=== Data to process ===

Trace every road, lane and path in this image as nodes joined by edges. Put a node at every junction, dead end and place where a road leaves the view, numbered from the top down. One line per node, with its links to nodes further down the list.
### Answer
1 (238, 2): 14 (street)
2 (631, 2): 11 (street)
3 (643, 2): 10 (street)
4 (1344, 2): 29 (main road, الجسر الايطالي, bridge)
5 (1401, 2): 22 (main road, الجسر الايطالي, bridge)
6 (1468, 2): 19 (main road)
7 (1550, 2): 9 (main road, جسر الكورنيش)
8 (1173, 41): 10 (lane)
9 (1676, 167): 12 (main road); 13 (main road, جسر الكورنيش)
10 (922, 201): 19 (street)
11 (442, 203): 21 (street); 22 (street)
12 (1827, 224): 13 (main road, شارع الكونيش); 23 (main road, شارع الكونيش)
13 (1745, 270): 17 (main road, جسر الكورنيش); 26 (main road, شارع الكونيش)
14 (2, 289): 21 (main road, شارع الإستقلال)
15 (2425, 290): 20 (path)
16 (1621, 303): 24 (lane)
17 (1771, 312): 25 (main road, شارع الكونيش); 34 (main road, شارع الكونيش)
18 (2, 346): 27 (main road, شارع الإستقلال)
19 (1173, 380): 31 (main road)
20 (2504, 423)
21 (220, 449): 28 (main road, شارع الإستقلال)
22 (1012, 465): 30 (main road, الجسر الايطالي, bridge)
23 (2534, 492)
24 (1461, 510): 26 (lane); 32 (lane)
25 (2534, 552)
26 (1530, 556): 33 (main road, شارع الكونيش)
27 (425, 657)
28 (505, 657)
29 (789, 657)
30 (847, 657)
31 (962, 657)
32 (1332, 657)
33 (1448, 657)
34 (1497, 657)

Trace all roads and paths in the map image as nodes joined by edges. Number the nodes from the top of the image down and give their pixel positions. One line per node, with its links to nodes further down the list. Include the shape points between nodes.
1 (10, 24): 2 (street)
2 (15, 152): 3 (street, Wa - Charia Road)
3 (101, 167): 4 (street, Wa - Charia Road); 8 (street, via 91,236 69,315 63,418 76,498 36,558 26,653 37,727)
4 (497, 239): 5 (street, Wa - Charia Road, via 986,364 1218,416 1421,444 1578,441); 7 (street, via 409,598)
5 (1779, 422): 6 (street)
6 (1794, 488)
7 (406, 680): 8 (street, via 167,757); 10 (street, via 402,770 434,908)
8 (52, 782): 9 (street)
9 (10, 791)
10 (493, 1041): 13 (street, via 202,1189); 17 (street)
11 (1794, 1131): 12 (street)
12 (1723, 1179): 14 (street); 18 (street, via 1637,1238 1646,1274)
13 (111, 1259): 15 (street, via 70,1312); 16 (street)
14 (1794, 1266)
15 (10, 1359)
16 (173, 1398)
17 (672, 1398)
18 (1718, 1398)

===

--- Work order ---
Word for word, transcribe all of the entries shown above.

--- Solution ---
Trace every road, lane and path in this image as nodes joined by edges. Put a node at every junction, dead end and place where a road leaves the view, numbered from the top down. One line per node, with its links to nodes further down the list.
### Answer
1 (238, 2): 14 (street)
2 (631, 2): 11 (street)
3 (643, 2): 10 (street)
4 (1344, 2): 29 (main road, الجسر الايطالي, bridge)
5 (1401, 2): 22 (main road, الجسر الايطالي, bridge)
6 (1468, 2): 19 (main road)
7 (1550, 2): 9 (main road, جسر الكورنيش)
8 (1173, 41): 10 (lane)
9 (1676, 167): 12 (main road); 13 (main road, جسر الكورنيش)
10 (922, 201): 19 (street)
11 (442, 203): 21 (street); 22 (street)
12 (1827, 224): 13 (main road, شارع الكونيش); 23 (main road, شارع الكونيش)
13 (1745, 270): 17 (main road, جسر الكورنيش); 26 (main road, شارع الكونيش)
14 (2, 289): 21 (main road, شارع الإستقلال)
15 (2425, 290): 20 (path)
16 (1621, 303): 24 (lane)
17 (1771, 312): 25 (main road, شارع الكونيش); 34 (main road, شارع الكونيش)
18 (2, 346): 27 (main road, شارع الإستقلال)
19 (1173, 380): 31 (main road)
20 (2504, 423)
21 (220, 449): 28 (main road, شارع الإستقلال)
22 (1012, 465): 30 (main road, الجسر الايطالي, bridge)
23 (2534, 492)
24 (1461, 510): 26 (lane); 32 (lane)
25 (2534, 552)
26 (1530, 556): 33 (main road, شارع الكونيش)
27 (425, 657)
28 (505, 657)
29 (789, 657)
30 (847, 657)
31 (962, 657)
32 (1332, 657)
33 (1448, 657)
34 (1497, 657)

Trace all roads and paths in the map image as nodes joined by edges. Number the nodes from the top of the image down and give their pixel positions. One line per node, with its links to nodes further down the list. Include the shape points between nodes.
1 (10, 24): 2 (street)
2 (15, 152): 3 (street, Wa - Charia Road)
3 (101, 167): 4 (street, Wa - Charia Road); 8 (street, via 91,236 69,315 63,418 76,498 36,558 26,653 37,727)
4 (497, 239): 5 (street, Wa - Charia Road, via 986,364 1218,416 1421,444 1578,441); 7 (street, via 409,598)
5 (1779, 422): 6 (street)
6 (1794, 488)
7 (406, 680): 8 (street, via 167,757); 10 (street, via 402,770 434,908)
8 (52, 782): 9 (street)
9 (10, 791)
10 (493, 1041): 13 (street, via 202,1189); 17 (street)
11 (1794, 1131): 12 (street)
12 (1723, 1179): 14 (street); 18 (street, via 1637,1238 1646,1274)
13 (111, 1259): 15 (street, via 70,1312); 16 (street)
14 (1794, 1266)
15 (10, 1359)
16 (173, 1398)
17 (672, 1398)
18 (1718, 1398)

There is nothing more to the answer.